Tuesday, August 13, 2019

USDA says prevented planting set to hit a record high this year because of wet weather; corn futures plummet

Farmers were unable to plant a record 19 million acres because of rain and flooding earlier this year, according to the Farm Service Agency's first estimate of 2019 prevented planting, released Monday.

That tallies up to about 11.2 million acres of corn, 4.35 million acres of soybeans, and 2.2 million acres of wheat, the Department of Agriculture agency said that. By comparison, prevented planting last year was about 2 million acres, Ryan McCrimmon reports for Politico's "Morning Agriculture."

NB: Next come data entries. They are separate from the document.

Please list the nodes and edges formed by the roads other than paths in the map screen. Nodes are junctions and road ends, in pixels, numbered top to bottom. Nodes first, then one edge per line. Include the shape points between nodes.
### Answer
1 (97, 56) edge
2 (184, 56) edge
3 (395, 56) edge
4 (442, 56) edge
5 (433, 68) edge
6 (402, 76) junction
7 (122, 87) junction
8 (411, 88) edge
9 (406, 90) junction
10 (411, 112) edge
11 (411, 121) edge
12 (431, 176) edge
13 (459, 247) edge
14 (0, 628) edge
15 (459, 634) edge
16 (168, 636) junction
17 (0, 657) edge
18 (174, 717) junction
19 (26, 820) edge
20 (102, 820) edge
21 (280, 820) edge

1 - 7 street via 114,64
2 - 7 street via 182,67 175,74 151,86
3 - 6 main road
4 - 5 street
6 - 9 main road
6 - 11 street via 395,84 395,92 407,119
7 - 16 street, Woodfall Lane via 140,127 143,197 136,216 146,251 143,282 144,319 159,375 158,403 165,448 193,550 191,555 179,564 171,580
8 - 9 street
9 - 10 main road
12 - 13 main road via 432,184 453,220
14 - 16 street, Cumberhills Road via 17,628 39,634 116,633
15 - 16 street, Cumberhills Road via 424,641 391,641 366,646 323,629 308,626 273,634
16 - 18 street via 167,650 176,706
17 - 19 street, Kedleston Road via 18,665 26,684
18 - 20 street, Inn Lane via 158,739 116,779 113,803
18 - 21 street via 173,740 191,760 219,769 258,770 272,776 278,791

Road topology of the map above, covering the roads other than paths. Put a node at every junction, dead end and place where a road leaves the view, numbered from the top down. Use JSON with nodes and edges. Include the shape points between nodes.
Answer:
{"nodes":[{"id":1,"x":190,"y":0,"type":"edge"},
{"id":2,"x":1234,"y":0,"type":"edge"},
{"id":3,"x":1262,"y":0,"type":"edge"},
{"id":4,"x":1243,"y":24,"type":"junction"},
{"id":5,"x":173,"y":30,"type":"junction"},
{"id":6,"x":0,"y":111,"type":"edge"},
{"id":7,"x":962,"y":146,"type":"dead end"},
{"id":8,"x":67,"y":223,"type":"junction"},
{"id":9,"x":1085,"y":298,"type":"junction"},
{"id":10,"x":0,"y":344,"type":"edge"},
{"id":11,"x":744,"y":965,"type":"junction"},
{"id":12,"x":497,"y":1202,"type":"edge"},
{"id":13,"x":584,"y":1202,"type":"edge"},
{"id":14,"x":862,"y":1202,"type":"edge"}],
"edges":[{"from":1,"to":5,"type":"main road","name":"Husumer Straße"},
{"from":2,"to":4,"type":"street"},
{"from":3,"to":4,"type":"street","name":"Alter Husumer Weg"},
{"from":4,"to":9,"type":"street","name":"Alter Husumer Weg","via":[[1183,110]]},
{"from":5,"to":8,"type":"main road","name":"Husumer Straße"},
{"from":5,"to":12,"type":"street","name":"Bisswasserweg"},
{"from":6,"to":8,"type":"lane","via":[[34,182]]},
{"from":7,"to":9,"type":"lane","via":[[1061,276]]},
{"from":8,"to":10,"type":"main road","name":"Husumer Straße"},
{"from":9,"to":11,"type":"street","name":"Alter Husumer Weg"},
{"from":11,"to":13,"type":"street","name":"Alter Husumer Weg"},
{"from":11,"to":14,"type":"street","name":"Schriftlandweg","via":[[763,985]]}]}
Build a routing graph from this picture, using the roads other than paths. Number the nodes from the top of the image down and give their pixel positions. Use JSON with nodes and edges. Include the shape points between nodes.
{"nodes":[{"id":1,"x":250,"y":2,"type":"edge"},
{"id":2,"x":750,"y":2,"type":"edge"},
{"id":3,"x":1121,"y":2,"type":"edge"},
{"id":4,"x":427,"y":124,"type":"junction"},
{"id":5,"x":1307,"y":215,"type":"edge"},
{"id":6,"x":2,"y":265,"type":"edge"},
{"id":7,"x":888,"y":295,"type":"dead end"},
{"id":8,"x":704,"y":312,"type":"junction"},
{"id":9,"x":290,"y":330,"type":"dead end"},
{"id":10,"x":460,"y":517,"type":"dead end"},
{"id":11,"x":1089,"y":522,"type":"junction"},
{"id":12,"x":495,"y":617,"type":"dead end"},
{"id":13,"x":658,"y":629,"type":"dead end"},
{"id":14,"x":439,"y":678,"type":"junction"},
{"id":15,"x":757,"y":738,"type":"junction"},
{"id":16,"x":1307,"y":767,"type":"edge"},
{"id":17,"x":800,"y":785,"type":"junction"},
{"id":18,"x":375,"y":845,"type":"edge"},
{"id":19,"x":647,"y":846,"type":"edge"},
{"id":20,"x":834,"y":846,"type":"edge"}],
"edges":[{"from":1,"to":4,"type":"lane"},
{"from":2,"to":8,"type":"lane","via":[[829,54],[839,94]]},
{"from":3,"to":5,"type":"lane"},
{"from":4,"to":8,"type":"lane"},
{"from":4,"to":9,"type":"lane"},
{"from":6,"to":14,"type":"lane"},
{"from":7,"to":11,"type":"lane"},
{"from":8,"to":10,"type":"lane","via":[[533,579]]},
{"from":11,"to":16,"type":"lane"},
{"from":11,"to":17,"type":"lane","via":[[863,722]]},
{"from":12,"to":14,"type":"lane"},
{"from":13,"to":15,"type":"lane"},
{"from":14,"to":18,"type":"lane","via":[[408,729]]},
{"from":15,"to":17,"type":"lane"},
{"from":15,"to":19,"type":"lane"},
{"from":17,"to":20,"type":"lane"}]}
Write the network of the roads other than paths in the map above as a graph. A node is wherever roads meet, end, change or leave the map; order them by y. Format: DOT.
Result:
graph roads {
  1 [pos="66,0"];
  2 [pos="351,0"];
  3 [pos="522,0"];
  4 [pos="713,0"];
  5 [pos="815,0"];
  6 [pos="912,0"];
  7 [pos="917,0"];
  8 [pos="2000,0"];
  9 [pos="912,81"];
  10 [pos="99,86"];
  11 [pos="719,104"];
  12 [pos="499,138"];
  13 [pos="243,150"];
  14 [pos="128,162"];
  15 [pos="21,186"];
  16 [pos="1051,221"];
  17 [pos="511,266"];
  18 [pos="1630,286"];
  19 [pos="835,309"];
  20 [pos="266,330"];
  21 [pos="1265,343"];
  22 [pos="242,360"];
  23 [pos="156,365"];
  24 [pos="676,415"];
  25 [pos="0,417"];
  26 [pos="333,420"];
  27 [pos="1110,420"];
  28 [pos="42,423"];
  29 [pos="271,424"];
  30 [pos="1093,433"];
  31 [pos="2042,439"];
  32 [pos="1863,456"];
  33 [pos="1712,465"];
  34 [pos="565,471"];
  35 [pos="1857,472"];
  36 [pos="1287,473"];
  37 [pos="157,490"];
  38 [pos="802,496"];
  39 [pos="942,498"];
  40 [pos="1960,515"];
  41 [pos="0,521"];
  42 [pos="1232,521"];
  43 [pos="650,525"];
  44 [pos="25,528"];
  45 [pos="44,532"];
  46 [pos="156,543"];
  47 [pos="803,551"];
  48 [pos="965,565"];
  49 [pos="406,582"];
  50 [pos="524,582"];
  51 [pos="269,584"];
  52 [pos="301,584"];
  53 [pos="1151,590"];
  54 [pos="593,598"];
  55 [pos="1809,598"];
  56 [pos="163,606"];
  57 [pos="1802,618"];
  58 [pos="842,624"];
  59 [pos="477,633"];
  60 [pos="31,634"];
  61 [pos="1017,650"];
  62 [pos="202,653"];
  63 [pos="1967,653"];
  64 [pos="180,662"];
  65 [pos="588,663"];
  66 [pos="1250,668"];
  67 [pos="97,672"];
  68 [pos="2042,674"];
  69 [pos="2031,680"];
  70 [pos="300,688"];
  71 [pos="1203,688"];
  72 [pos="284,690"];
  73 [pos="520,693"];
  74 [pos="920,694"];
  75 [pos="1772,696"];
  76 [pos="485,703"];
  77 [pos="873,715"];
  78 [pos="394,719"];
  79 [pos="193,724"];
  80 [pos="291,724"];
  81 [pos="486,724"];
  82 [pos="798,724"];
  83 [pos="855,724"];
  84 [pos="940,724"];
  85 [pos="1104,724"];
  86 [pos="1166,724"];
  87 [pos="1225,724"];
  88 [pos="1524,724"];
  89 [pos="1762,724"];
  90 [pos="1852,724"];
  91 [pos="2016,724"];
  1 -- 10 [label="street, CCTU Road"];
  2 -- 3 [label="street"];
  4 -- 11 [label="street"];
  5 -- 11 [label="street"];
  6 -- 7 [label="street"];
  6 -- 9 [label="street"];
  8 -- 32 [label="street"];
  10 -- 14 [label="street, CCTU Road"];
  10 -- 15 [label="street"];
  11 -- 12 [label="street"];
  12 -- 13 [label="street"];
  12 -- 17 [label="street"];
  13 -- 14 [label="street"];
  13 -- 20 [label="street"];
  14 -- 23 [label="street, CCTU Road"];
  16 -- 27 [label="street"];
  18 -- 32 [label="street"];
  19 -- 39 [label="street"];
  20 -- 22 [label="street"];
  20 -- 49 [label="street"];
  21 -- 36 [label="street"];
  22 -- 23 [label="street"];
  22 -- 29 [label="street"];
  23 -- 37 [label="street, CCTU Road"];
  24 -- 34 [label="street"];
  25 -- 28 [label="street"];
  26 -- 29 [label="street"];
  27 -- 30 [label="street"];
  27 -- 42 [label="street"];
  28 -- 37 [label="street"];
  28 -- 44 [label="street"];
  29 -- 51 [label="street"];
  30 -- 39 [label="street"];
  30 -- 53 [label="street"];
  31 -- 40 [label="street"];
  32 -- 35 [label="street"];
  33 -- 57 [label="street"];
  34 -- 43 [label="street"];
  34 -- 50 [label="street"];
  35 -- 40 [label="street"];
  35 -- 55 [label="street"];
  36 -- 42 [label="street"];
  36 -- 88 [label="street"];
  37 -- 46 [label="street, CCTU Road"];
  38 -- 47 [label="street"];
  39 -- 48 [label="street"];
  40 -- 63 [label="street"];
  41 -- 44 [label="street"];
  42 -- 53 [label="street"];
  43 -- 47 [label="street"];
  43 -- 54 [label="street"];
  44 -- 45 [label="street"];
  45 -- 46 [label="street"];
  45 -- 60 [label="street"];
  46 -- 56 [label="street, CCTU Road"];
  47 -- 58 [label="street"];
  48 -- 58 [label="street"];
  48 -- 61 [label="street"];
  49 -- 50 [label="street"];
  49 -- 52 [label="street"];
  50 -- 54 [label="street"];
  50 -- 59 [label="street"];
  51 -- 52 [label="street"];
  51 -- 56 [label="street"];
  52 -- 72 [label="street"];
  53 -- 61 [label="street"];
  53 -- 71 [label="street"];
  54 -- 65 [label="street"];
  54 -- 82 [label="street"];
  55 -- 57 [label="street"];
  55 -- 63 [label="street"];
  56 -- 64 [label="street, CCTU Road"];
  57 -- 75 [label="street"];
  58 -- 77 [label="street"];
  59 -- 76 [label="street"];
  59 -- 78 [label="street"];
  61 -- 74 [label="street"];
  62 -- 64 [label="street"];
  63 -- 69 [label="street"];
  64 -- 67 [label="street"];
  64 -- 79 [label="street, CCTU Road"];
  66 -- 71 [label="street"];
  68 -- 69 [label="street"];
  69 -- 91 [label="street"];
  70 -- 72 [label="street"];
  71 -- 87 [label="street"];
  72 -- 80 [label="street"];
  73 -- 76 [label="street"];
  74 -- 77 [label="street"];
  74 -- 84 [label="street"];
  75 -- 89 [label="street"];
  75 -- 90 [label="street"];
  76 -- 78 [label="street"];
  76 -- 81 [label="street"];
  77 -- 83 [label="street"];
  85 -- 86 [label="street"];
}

"USDA also released its monthly World Agricultural Supply and Demand Estimates — which immediately sent corn futures prices lower. The department surprised traders by raising its forecast for corn production to 13.9 billion bushels and corn yields to 169.5 bushels per acre. Meanwhile, it lowered its estimate of 2019-20 corn exports by 100 million bushels," McCrimmon reports. "The plummet in corn prices was the steepest drop in six years, and it sent ripples through the commodity markets . . . Some market watchers saw the higher-than-expected corn estimates as proof that farmers were planting more crops than they normally would, given the poor weather conditions, in order to get a bigger paycheck under USDA’s trade relief program."

Poultry shares increased because of the prospect of cheaper animal feed, but stocks for farming equipment makers went down, as traders anticipated lower farm income and fewer purchases of farming machinery. McCrimmon reports.